Treatment of Hidradenitis Suppurativa with Purulent Drainage
For hidradenitis suppurativa with purulent drainage, initiate oral clindamycin 300 mg twice daily plus rifampicin 300-600 mg daily for 10-12 weeks as first-line systemic therapy, combined with topical clindamycin 1% twice daily and appropriate wound care for draining lesions. 1, 2
Immediate Assessment and Staging
- Determine Hurley stage to guide treatment intensity: Stage I (isolated nodules/abscesses), Stage II (recurrent abscesses with sinus tracts and scarring), or Stage III (diffuse involvement with multiple interconnected sinus tracts). 2
- Document baseline pain using Visual Analog Scale (VAS) and count inflammatory lesions (abscesses, nodules, draining fistulas). 2, 3
- Assess quality of life using Dermatology Life Quality Index (DLQI) and number of flares in the last month. 2, 3
The presence of purulent drainage typically indicates at least moderate disease (Hurley Stage II) with active inflammation and possible secondary infection. 2
First-Line Systemic Antibiotic Therapy
The clindamycin-rifampicin combination achieves response rates of 71-93%, far superior to monotherapy options like doxycycline (which shows only 30% abscess reduction and minimal effect on deep inflammatory lesions). 1, 4
Dosing Regimen:
- Clindamycin 300 mg orally twice daily 1, 2, 3
- Rifampicin 300-600 mg orally once or twice daily 1, 2, 3
- Duration: 10-12 weeks initially 1, 2, 3
This combination can be repeated intermittently as needed, but always include treatment breaks to assess ongoing need and limit antimicrobial resistance risk. 1
Critical Evidence:
A retrospective study of 116 patients with severe HS demonstrated dramatic improvement in Sartorius scores (median 29 to 14.5, p<0.001) after 10 weeks of clindamycin-rifampicin therapy, with only 6.9% discontinuing due to side effects. 4 This represents the strongest evidence for antibiotic therapy in HS with purulent drainage.

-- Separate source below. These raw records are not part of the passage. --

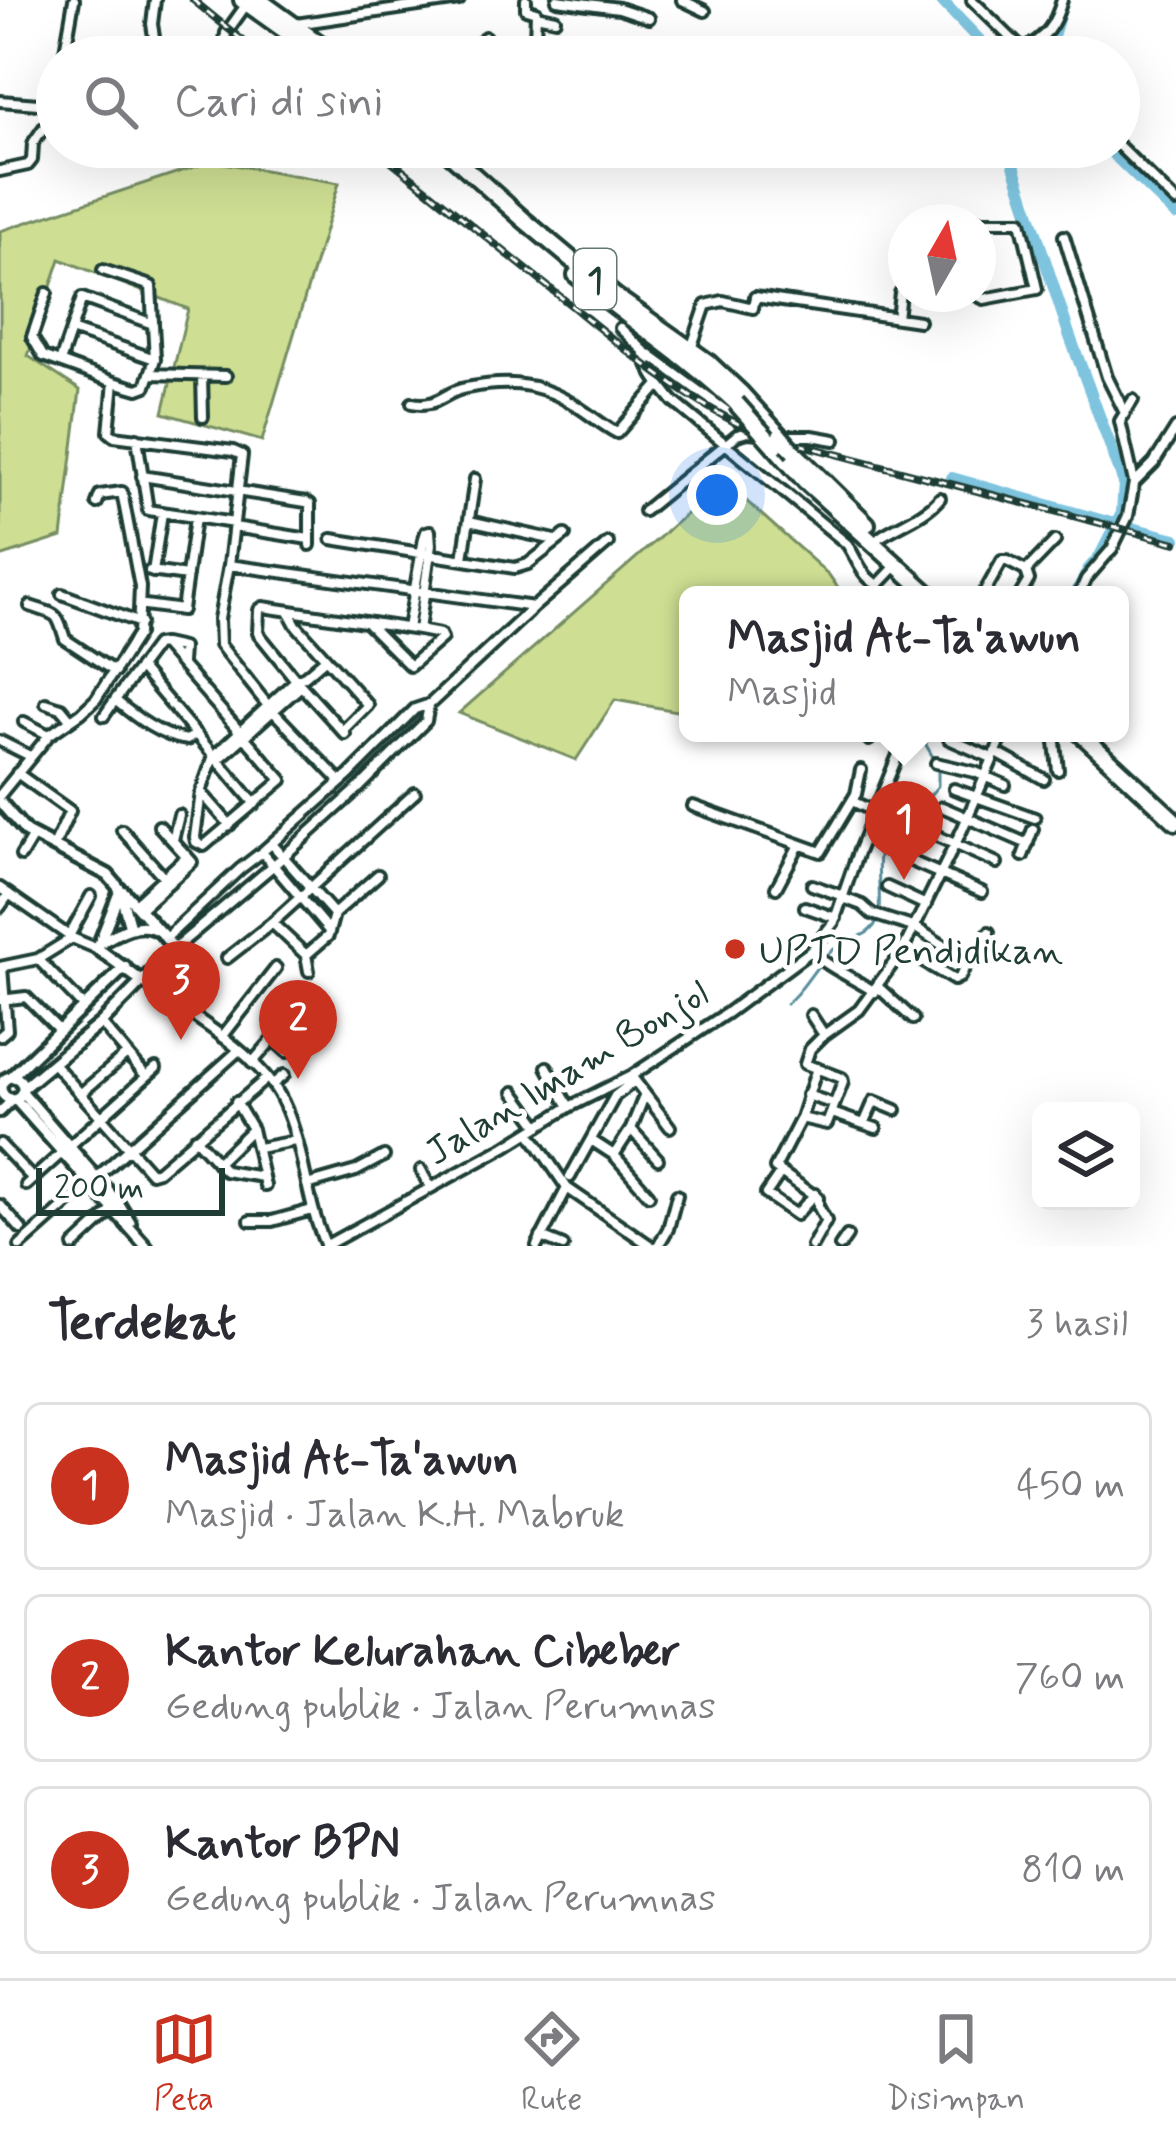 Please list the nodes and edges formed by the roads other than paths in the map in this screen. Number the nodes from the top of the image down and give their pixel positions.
1 (74, 0) edge
2 (155, 0) edge
3 (458, 0) edge
4 (526, 0) edge
5 (557, 0) edge
6 (682, 0) edge
7 (972, 0) edge
8 (1062, 0) edge
9 (249, 1) edge
10 (705, 10) dead end
11 (536, 16) junction
12 (650, 18) dead end
13 (556, 20) dead end
14 (294, 24) junction
15 (68, 36) edge
16 (154, 36) edge
17 (226, 36) edge
18 (295, 36) edge
19 (310, 36) edge
20 (535, 36) edge
21 (1009, 36) edge
22 (1044, 36) edge
23 (0, 100) edge
24 (36, 104) edge
25 (36, 139) edge
26 (1140, 167) edge
27 (454, 168) edge
28 (466, 168) edge
29 (0, 171) edge
30 (1176, 202) edge
31 (996, 221) edge
32 (1064, 236) dead end
33 (103, 270) dead end
34 (47, 293) dead end
35 (996, 297) edge
36 (898, 312) edge
37 (897, 318) junction
38 (919, 321) dead end
39 (153, 324) junction
40 (620, 328) dead end
41 (71, 330) junction
42 (691, 350) junction
43 (644, 351) junction
44 (154, 359) junction
45 (60, 362) junction
46 (151, 374) junction
47 (202, 376) junction
48 (226, 376) dead end
49 (114, 382) junction
50 (659, 386) junction
51 (1133, 400) dead end
52 (412, 403) dead end
53 (744, 404) junction
54 (1124, 411) junction
55 (203, 417) dead end
56 (1176, 428) edge
57 (748, 432) junction
58 (136, 438) junction
59 (835, 440) dead end
60 (726, 443) junction
61 (142, 476) junction
62 (475, 479) dead end
63 (1134, 483) junction
64 (239, 490) junction
65 (940, 498) dead end
66 (97, 503) dead end
67 (644, 511) dead end
68 (162, 513) junction
69 (195, 518) junction
70 (469, 521) junction
71 (234, 525) junction
72 (880, 537) junction
73 (332, 539) dead end
74 (1055, 541) dead end
75 (608, 543) dead end
76 (426, 553) junction
77 (463, 560) junction
78 (229, 565) junction
79 (897, 565) junction
80 (1026, 571) junction
81 (187, 576) junction
82 (920, 586) edge
83 (934, 586) edge
84 (988, 586) edge
85 (1025, 586) edge
86 (1082, 586) edge
87 (420, 591) junction
88 (62, 594) dead end
89 (146, 605) dead end
90 (31, 606) dead end
91 (534, 607) junction
92 (289, 611) junction
93 (140, 623) junction
94 (367, 623) junction
95 (413, 629) junction
96 (325, 658) junction
97 (139, 667) junction
98 (115, 672) junction
99 (301, 680) junction
100 (115, 700) junction
101 (46, 703) dead end
102 (430, 704) junction
103 (415, 709) junction
104 (271, 710) junction
105 (104, 716) dead end
106 (70, 719) junction
107 (426, 721) junction
108 (23, 722) dead end
109 (196, 734) junction
110 (50, 735) junction
111 (242, 736) junction
112 (0, 741) edge
113 (903, 742) edge
114 (958, 742) edge
115 (1000, 742) edge
116 (1055, 742) edge
117 (1090, 742) edge
118 (1104, 742) edge
119 (993, 755) junction
120 (30, 756) junction
121 (215, 759) junction
122 (937, 764) dead end
123 (861, 770) dead end
124 (1058, 770) dead end
125 (17, 773) junction
126 (984, 776) junction
127 (344, 778) junction
128 (1044, 779) dead end
129 (1005, 785) dead end
130 (360, 788) junction
131 (332, 789) junction
132 (954, 789) dead end
133 (201, 792) junction
134 (415, 794) dead end
135 (975, 797) junction
136 (0, 798) edge
137 (852, 801) junction
138 (344, 802) junction
139 (255, 804) junction
140 (693, 806) dead end
141 (941, 807) dead end
142 (1176, 809) edge
143 (875, 812) junction
144 (179, 815) dead end
145 (967, 819) junction
146 (1176, 822) edge
147 (230, 825) junction
148 (159, 826) dead end
149 (926, 828) dead end
150 (122, 830) dead end
151 (33, 836) junction
152 (173, 842) junction
153 (272, 844) junction
154 (956, 844) junction
155 (1028, 844) junction
156 (800, 845) junction
157 (54, 846) junction
158 (262, 852) junction
159 (21, 856) dead end
160 (284, 856) junction
161 (1023, 856) dead end
162 (904, 858) dead end
163 (997, 863) dead end
164 (274, 866) junction
165 (942, 873) junction
166 (378, 875) dead end
167 (166, 880) junction
168 (812, 885) dead end
169 (887, 886) dead end
170 (119, 888) junction
171 (310, 888) junction
172 (776, 888) dead end
173 (4, 891) edge
174 (982, 892) dead end
175 (92, 896) dead end
176 (301, 897) junction
177 (843, 897) junction
178 (208, 899) junction
179 (138, 905) junction
180 (926, 905) junction
181 (0, 907) edge
182 (805, 907) dead end
183 (219, 909) junction
184 (334, 914) junction
185 (836, 918) junction
186 (272, 923) junction
187 (130, 928) junction
188 (916, 928) junction
189 (330, 932) junction
190 (989, 932) dead end
191 (162, 934) junction
192 (71, 937) junction
193 (98, 946) junction
194 (174, 950) junction
195 (903, 950) junction
196 (812, 951) junction
197 (306, 955) junction
198 (227, 958) dead end
199 (38, 959) junction
200 (968, 961) junction
201 (1, 967) edge
202 (125, 967) junction
203 (276, 968) dead end
204 (309, 971) dead end
205 (143, 982) junction
206 (877, 990) junction
207 (2, 1000) edge
208 (315, 1000) dead end
209 (84, 1007) junction
210 (811, 1015) dead end
211 (913, 1019) dead end
212 (100, 1022) junction
213 (59, 1030) junction
214 (2, 1033) edge
215 (824, 1035) junction
216 (222, 1037) junction
217 (273, 1040) junction
218 (238, 1051) junction
219 (287, 1052) dead end
220 (127, 1054) junction
221 (252, 1063) junction
222 (54, 1064) junction
223 (547, 1067) dead end
224 (155, 1068) dead end
225 (817, 1068) junction
226 (284, 1075) dead end
227 (12, 1076) junction
228 (146, 1076) junction
229 (632, 1078) junction
230 (270, 1081) junction
231 (0, 1090) edge
232 (514, 1092) dead end
233 (80, 1094) junction
234 (19, 1095) junction
235 (807, 1095) junction
236 (644, 1096) junction
237 (236, 1102) junction
238 (569, 1107) junction
239 (833, 1109) junction
240 (896, 1110) dead end
241 (0, 1112) edge
242 (100, 1118) junction
243 (801, 1118) junction
244 (864, 1124) junction
245 (539, 1126) junction
246 (670, 1127) dead end
247 (876, 1128) dead end
248 (253, 1129) junction
249 (632, 1129) junction
250 (529, 1132) junction
251 (195, 1138) junction
252 (591, 1140) junction
253 (296, 1141) junction
254 (0, 1144) edge
255 (66, 1148) junction
256 (126, 1148) junction
257 (258, 1148) junction
258 (614, 1155) junction
259 (385, 1156) dead end
260 (658, 1159) dead end
261 (217, 1163) junction
262 (421, 1170) dead end
263 (781, 1172) junction
264 (570, 1177) dead end
265 (93, 1179) junction
266 (307, 1186) junction
267 (430, 1187) junction
268 (567, 1188) junction
269 (815, 1194) junction
270 (649, 1195) dead end
271 (677, 1195) dead end
272 (0, 1205) edge
273 (117, 1206) junction
274 (312, 1210) junction
275 (250, 1221) dead end
276 (21, 1229) dead end
277 (847, 1236) dead end
278 (539, 1242) edge
279 (27, 1244) edge
280 (74, 1246) edge
281 (146, 1246) edge
282 (325, 1246) edge
283 (563, 1246) edge
284 (651, 1246) edge
285 (812, 1246) edge
286 (839, 1246) edge

1 - 15 street
2 - 16 street
3 - 14 street
4 - 11 street
5 - 12 street
6 - 10 street
7 - 21 street
8 - 22 street
9 - 14 highway
9 - 17 street
9 - 18 highway
11 - 13 street
11 - 20 street
14 - 19 highway
23 - 24 street
25 - 29 street
26 - 30 street
27 - 53 highway, 1
28 - 42 highway, 1
31 - 35 street
32 - 54 street
33 - 39 street
34 - 45 street
36 - 37 street
37 - 38 street
37 - 42 street
39 - 41 street
39 - 44 street
40 - 43 street
41 - 44 street
41 - 45 street
42 - 53 highway, 1
43 - 50 street
43 - 57 street
44 - 46 street
45 - 49 street
46 - 47 street
46 - 49 street
47 - 48 street
47 - 55 street
49 - 58 street
50 - 52 street
50 - 60 street
51 - 54 street
53 - 72 highway, 1, bridge
53 - 79 highway, 1, bridge
54 - 63 street
56 - 63 street
57 - 59 street
57 - 60 street
58 - 61 street
58 - 64 street
60 - 67 street
60 - 79 street
61 - 64 street
61 - 68 street
62 - 70 street
63 - 86 street
64 - 71 street
64 - 71 street
65 - 72 street
66 - 93 street
68 - 69 street
68 - 81 street
69 - 71 street
69 - 81 street
70 - 77 street
70 - 77 street
71 - 78 street
72 - 83 highway, 1
73 - 76 street
74 - 80 street
75 - 91 street
76 - 77 street
76 - 87 street
78 - 87 street
78 - 104 street
79 - 82 highway, 1
80 - 84 street
80 - 85 street
81 - 89 street
87 - 91 street
87 - 95 street
88 - 93 street
90 - 98 street
91 - 102 street
92 - 94 street
92 - 96 street
92 - 99 street
93 - 98 street
94 - 95 street
94 - 95 street
96 - 99 street
96 - 99 street
97 - 100 street
97 - 109 street
97 - 111 street
98 - 106 street
99 - 104 street
100 - 105 street
100 - 109 street
101 - 106 street
102 - 103 street
102 - 107 street
103 - 107 street
103 - 127 street
104 - 111 street
104 - 127 street
106 - 110 street
107 - 130 street
108 - 110 street
109 - 121 street
110 - 120 street
111 - 121 street
111 - 139 street
112 - 120 street
113 - 143 street, Jalan Imam Bonjol
114 - 119 street
115 - 119 street
116 - 124 street
117 - 146 highway
118 - 142 highway
119 - 126 street
119 - 128 street
120 - 125 street
121 - 133 street
121 - 139 street
122 - 126 street
123 - 137 street
125 - 136 street
125 - 157 street
126 - 129 street
126 - 135 street
127 - 130 street
127 - 131 street
130 - 138 street
131 - 138 street
131 - 153 street
132 - 135 street
133 - 147 street
133 - 147 street
134 - 171 street
135 - 145 street
135 - 155 street
136 - 151 street
137 - 143 street
137 - 156 street
138 - 160 street
139 - 147 street
140 - 156 street
141 - 145 street
143 - 177 street, Jalan Imam Bonjol
144 - 152 street
145 - 154 street
145 - 155 street
148 - 152 street
149 - 154 street
150 - 167 street
151 - 157 street
151 - 159 street
152 - 167 street
153 - 158 street
153 - 160 street
154 - 163 street
154 - 165 street
155 - 161 street
156 - 172 street
157 - 170 street
158 - 164 street
158 - 178 street
160 - 164 street
160 - 171 street
162 - 165 street
164 - 176 street
164 - 183 street
165 - 174 street
165 - 180 street
166 - 184 street
167 - 179 street
168 - 177 street
169 - 180 street
170 - 179 street
170 - 187 street
170 - 193 street
171 - 176 street
171 - 184 street
173 - 181 street
173 - 192 street
175 - 192 street
176 - 186 street
176 - 189 street
177 - 185 street, Jalan Imam Bonjol
177 - 188 street
178 - 183 street
178 - 191 street
179 - 191 street
180 - 188 street
182 - 185 street
183 - 194 street
184 - 189 street
185 - 196 street, Jalan Imam Bonjol
186 - 197 street
186 - 198 street
187 - 191 street
187 - 193 street
188 - 195 street
188 - 200 street
189 - 197 street
190 - 200 street
191 - 194 street
192 - 193 street
192 - 199 street
193 - 202 street
194 - 205 street
195 - 200 street
195 - 206 street
196 - 206 street
196 - 229 street, Jalan Imam Bonjol
197 - 204 street
199 - 201 street
199 - 209 street
201 - 207 street
202 - 205 street
202 - 209 street
203 - 216 street
205 - 212 street
205 - 216 street
206 - 211 street
206 - 215 street
207 - 213 street
207 - 214 street
208 - 217 street
209 - 213 street
210 - 215 street
212 - 220 street
212 - 222 street
213 - 227 street
215 - 225 street
216 - 218 street
217 - 219 street
217 - 221 street
218 - 221 street
218 - 256 street
220 - 228 street
220 - 233 street
221 - 230 street
222 - 233 street
222 - 234 street
223 - 238 street
224 - 228 street
225 - 235 street
225 - 239 street
226 - 230 street
227 - 231 street
227 - 234 street
228 - 242 street
229 - 236 street
229 - 238 street, Jalan Imam Bonjol
229 - 252 street
230 - 237 street
230 - 253 street
231 - 234 street
232 - 245 street
233 - 242 street
234 - 241 street
234 - 255 street
235 - 239 street
235 - 243 street
236 - 246 street
236 - 249 street
237 - 248 street
237 - 251 street
238 - 245 street, Jalan Imam Bonjol
239 - 243 street
239 - 244 street
240 - 244 street
242 - 255 street
242 - 256 street
243 - 263 street
244 - 247 street
245 - 250 street, Jalan Imam Bonjol
248 - 257 street
248 - 261 street
249 - 258 street
249 - 260 street
250 - 267 street, Jalan Imam Bonjol
250 - 268 street
251 - 256 street
251 - 261 street
252 - 258 street
252 - 264 street
253 - 257 street
253 - 266 street
254 - 255 street
255 - 265 street
256 - 265 street
257 - 261 street
258 - 270 street
259 - 266 street
262 - 267 street
263 - 269 street
263 - 269 street
265 - 273 street
265 - 279 street
266 - 274 street
267 - 282 street, Jalan Imam Bonjol
268 - 278 street
268 - 284 street
269 - 285 street
271 - 284 street
272 - 276 street
273 - 280 street
273 - 281 street
274 - 275 street
274 - 282 street
277 - 286 street
278 - 283 street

Topical Therapy and Wound Care
- Apply topical clindamycin 1% solution or gel twice daily to all affected areas for 12 weeks. 1, 2
- Combine with benzoyl peroxide wash or chlorhexidine 4% wash daily to reduce Staphylococcus aureus resistance risk, as topical clindamycin monotherapy increases resistance rates. 1
- Use appropriate wound dressings for draining lesions to manage exudate and prevent secondary infection. 2, 3
Adjunctive Acute Interventions
- Intralesional triamcinolone 10 mg/mL (0.2-2.0 mL) can be injected into acutely inflamed nodules for rapid symptom relief within 1 day, showing significant reduction in erythema, edema, suppuration, and pain. 1
- NSAIDs for pain management provide symptomatic relief during acute flares. 2, 3
Treatment Monitoring and Escalation
Reassess at 12 weeks using the following objective measures: 1, 2
- Pain VAS score
- Inflammatory lesion count
- HiSCR (≥50% reduction in abscess/nodule count with no increase in abscesses or draining fistulas)
- DLQI score
If No Response After 12 Weeks:
Escalate directly to adalimumab, the only FDA-approved biologic for moderate-to-severe HS in patients ≥12 years old: 1, 5
- Day 1: 160 mg (single dose or split over two consecutive days)
- Day 15: 80 mg
- Day 29 and ongoing: 40 mg weekly
Adalimumab achieves HiSCR response rates of 42-59% at week 12, with a number needed to treat (NNT) of 4. 3
Second-Line Biologic Options (if adalimumab fails):
- Infliximab 5 mg/kg at weeks 0,2,6, then every 2 months 1
- Secukinumab (response rates 64.5-71.4% in adalimumab-failure patients) 1
- Ustekinumab (alternative IL-12/23 pathway targeting) 1
Surgical Considerations
Refer to hidradenitis suppurativa surgical multidisciplinary team for: 2, 3
- Hurley Stage III disease
- Lack of response to medical therapy after 12 weeks
- Extensive sinus tracts and scarring
Surgical options include: 1, 2
- Deroofing for recurrent nodules and tunnels
- Radical surgical excision for extensive disease with sinus tracts and scarring
- Combining adalimumab with surgery results in greater clinical effectiveness than adalimumab monotherapy 1
Essential Adjunctive Measures
These interventions are critical for long-term disease control: 2, 3
- Smoking cessation referral (tobacco use predicts poor antibiotic response and worse outcomes)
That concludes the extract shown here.